===== RECORDS TO USE =====

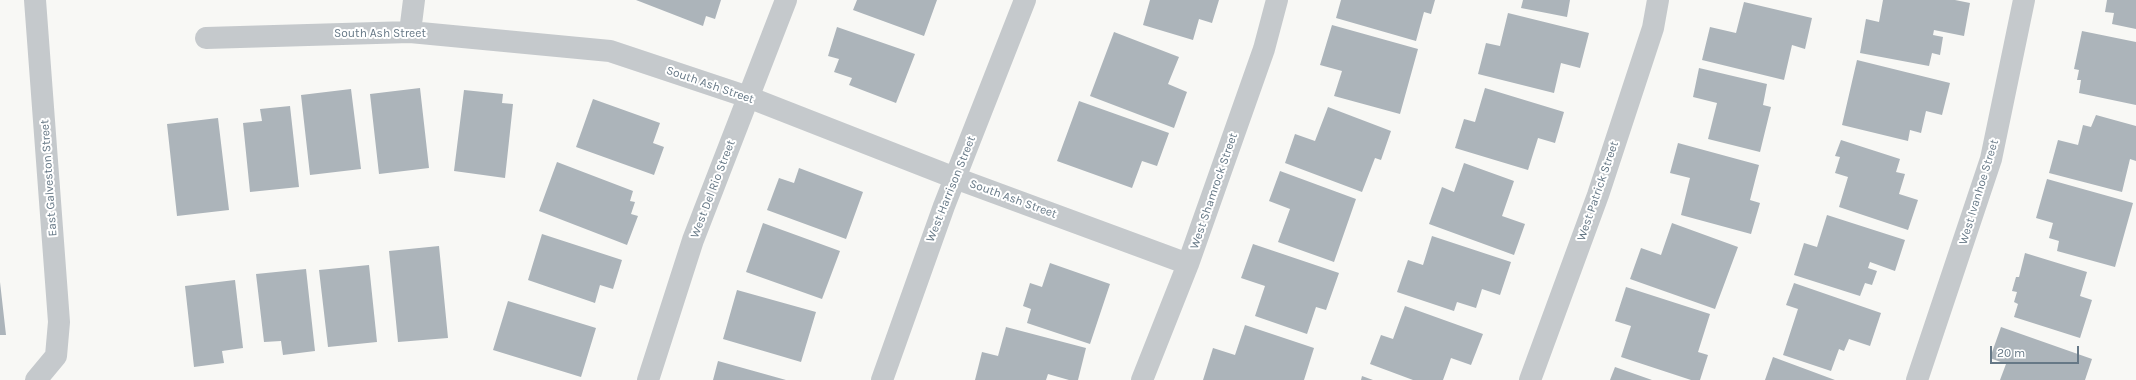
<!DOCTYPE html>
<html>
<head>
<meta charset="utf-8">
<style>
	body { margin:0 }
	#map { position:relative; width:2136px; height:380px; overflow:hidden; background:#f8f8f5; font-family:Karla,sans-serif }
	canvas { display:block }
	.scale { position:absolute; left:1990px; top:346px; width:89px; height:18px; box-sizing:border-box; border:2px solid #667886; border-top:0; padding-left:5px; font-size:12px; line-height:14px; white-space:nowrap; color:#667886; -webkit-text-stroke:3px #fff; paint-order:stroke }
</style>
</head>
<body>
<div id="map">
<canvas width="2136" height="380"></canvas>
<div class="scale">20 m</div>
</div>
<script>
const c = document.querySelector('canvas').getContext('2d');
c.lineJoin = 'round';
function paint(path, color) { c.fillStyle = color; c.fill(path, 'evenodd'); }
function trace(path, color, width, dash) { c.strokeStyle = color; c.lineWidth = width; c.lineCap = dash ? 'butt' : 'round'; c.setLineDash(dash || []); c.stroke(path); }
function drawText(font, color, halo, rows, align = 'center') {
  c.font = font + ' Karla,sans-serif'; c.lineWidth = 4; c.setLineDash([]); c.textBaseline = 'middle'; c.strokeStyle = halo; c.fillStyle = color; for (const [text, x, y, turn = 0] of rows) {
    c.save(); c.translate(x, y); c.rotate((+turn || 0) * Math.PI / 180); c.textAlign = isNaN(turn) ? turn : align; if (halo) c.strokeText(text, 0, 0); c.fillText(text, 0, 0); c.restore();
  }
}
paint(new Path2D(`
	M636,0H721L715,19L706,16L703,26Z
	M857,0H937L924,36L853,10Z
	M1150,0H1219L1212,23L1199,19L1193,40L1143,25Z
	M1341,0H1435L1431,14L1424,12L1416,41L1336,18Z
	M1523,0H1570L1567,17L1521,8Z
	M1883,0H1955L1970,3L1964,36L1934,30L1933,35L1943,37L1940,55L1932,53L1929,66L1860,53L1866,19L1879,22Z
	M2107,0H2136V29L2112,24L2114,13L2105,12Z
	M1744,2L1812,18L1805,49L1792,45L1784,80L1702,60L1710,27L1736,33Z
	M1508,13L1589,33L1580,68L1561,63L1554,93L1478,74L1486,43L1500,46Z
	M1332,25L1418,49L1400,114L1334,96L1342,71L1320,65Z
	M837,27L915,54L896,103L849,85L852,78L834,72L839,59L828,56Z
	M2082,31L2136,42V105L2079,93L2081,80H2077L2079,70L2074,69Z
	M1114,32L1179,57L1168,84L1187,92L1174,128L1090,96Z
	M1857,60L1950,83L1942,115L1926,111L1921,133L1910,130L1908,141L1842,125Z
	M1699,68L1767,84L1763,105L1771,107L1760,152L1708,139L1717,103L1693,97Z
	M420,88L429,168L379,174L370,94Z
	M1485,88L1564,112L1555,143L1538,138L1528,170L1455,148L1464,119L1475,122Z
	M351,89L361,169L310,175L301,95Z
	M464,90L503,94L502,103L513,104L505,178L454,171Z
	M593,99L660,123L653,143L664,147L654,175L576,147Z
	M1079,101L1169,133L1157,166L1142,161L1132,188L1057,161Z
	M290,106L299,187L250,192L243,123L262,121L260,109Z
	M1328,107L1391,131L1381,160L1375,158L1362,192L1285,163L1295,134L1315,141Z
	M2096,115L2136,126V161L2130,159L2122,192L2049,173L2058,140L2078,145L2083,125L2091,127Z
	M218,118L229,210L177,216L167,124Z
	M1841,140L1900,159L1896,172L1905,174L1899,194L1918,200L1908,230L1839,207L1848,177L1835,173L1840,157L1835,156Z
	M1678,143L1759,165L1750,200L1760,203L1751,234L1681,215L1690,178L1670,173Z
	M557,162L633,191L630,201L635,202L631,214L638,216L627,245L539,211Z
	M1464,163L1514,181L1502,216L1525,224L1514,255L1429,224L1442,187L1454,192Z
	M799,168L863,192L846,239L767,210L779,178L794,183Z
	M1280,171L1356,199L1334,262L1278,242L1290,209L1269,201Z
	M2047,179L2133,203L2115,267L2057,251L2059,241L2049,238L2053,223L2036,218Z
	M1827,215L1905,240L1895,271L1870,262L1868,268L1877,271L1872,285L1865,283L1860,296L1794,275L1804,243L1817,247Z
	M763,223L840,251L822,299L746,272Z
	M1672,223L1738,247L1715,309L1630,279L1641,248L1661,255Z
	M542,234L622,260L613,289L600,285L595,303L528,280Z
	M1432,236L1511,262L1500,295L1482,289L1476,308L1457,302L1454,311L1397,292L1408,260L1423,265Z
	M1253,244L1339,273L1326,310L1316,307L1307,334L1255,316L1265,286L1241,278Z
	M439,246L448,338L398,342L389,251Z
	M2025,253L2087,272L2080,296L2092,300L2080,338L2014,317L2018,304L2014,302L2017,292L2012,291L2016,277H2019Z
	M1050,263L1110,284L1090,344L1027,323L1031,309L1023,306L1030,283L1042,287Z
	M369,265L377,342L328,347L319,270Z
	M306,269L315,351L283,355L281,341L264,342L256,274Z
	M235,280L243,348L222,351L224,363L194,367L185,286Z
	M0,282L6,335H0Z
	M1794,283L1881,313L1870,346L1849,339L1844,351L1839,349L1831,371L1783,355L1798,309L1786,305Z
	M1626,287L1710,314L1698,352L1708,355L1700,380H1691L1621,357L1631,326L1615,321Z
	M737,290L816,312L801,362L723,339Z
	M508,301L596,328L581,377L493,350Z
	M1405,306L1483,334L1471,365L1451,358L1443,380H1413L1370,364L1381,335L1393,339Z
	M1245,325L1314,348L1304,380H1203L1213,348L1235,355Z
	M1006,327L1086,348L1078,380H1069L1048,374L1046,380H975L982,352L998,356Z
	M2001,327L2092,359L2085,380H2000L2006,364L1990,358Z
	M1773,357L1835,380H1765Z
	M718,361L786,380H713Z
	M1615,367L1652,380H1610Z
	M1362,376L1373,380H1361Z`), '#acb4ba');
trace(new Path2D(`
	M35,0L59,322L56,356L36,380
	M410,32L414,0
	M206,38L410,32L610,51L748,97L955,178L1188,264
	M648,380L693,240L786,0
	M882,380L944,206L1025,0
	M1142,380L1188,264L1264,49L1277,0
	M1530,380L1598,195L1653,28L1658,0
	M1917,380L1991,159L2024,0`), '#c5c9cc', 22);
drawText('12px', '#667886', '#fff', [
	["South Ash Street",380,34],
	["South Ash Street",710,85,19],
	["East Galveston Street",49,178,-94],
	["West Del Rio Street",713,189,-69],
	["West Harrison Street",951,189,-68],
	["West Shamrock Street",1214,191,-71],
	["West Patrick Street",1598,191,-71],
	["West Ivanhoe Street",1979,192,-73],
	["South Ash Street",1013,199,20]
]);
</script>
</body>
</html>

=====
===== RECORDS TO USE =====

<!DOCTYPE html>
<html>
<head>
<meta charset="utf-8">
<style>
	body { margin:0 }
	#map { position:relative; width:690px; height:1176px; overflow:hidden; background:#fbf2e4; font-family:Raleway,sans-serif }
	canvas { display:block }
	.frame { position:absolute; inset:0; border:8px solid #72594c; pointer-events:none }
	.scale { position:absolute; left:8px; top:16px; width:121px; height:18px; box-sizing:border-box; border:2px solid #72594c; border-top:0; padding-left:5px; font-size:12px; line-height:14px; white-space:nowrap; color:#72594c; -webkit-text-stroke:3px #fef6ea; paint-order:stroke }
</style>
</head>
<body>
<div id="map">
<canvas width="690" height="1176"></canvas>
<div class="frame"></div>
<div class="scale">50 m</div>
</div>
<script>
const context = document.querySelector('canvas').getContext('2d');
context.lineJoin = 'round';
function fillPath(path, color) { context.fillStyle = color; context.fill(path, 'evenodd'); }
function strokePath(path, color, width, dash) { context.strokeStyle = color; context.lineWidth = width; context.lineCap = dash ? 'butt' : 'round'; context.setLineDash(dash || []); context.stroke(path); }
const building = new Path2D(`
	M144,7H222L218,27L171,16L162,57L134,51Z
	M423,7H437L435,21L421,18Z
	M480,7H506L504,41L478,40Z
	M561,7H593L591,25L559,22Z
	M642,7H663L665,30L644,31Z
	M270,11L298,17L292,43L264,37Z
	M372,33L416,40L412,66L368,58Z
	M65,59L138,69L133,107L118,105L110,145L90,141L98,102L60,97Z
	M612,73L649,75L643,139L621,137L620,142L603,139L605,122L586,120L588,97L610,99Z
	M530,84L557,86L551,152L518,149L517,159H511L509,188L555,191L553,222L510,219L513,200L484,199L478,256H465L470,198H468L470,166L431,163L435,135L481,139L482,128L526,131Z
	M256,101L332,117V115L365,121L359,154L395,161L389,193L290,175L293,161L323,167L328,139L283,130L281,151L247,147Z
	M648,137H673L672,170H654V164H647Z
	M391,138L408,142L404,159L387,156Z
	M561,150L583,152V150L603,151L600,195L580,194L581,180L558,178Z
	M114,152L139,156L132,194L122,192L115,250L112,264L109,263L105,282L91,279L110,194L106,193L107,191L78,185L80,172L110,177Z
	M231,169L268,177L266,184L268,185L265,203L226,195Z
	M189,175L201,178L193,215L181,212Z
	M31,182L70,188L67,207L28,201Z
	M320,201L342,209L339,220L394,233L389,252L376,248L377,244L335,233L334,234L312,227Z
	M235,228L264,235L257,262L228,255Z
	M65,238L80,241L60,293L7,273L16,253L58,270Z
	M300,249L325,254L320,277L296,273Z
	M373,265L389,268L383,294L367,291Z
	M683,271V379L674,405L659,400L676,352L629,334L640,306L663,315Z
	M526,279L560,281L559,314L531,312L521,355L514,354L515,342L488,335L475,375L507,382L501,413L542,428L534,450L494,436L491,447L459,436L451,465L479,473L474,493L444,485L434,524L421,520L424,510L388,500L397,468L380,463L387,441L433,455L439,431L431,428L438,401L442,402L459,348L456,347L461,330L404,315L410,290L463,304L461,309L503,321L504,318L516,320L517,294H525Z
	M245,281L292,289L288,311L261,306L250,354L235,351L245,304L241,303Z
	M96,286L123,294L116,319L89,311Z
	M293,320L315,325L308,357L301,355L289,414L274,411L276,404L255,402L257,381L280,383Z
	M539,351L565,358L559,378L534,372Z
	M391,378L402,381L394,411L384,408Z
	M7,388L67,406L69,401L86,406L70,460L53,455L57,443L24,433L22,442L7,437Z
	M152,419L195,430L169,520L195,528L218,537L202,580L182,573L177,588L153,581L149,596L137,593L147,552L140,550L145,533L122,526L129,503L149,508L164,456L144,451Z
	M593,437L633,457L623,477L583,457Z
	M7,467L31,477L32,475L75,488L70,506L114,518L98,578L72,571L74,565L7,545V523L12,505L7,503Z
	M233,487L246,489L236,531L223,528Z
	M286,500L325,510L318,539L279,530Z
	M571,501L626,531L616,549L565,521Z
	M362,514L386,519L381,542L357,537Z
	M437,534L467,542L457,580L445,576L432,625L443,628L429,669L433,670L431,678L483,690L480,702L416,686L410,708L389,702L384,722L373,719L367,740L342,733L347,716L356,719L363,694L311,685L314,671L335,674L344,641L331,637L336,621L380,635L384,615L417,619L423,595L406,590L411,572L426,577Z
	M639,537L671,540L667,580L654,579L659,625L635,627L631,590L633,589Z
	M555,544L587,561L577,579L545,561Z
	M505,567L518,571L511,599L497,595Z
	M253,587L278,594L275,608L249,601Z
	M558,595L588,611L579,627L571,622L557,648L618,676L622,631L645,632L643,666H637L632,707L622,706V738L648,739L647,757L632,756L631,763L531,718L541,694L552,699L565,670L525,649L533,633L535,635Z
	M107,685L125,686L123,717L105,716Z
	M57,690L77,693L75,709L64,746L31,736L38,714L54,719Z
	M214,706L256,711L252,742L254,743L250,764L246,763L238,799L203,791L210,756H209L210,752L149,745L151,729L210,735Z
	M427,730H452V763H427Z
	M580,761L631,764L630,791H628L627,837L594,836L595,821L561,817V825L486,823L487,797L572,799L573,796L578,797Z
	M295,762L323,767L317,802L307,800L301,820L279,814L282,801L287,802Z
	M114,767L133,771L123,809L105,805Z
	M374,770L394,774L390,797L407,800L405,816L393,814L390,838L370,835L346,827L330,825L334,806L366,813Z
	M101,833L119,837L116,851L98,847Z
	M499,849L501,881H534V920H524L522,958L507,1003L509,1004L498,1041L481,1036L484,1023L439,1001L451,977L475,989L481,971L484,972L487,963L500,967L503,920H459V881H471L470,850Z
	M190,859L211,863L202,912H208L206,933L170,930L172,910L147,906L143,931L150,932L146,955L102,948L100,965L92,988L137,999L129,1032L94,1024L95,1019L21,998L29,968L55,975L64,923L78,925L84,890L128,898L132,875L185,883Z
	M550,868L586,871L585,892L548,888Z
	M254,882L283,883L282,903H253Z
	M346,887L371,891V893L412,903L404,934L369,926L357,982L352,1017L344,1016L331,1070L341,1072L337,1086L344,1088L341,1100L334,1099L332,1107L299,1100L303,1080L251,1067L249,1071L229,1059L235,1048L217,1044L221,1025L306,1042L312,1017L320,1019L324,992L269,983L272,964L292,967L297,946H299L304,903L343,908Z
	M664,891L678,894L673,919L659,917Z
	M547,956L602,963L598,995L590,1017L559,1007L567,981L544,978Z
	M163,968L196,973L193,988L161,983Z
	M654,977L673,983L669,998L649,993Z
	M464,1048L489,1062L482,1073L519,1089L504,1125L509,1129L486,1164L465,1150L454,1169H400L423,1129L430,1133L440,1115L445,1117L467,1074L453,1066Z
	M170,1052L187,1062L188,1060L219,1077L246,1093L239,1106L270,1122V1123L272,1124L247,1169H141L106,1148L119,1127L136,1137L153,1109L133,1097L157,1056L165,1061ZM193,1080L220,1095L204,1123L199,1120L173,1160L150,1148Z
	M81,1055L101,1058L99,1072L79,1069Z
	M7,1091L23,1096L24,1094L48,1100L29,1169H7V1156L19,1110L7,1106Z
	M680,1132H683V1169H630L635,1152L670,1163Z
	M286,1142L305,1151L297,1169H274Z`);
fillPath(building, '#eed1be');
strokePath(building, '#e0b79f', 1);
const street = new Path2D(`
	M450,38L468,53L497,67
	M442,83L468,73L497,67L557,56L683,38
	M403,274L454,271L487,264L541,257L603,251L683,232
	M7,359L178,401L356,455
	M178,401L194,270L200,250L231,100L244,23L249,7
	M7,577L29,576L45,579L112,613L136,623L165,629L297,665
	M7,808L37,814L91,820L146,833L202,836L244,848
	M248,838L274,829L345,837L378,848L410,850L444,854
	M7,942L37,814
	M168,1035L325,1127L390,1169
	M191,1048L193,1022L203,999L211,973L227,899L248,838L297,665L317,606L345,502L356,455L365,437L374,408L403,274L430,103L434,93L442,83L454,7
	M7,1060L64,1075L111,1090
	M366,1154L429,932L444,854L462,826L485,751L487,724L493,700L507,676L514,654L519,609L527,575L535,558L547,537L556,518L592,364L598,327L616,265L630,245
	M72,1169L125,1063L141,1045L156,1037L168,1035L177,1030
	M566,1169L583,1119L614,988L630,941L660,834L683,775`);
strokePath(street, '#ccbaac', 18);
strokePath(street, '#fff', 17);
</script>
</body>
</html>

=====

**DESCRIPTION OF THE TASK:** Figure out how many lines of the listing above include "document"; the answer is that number alone.

**EXERCISE RESULT:** 2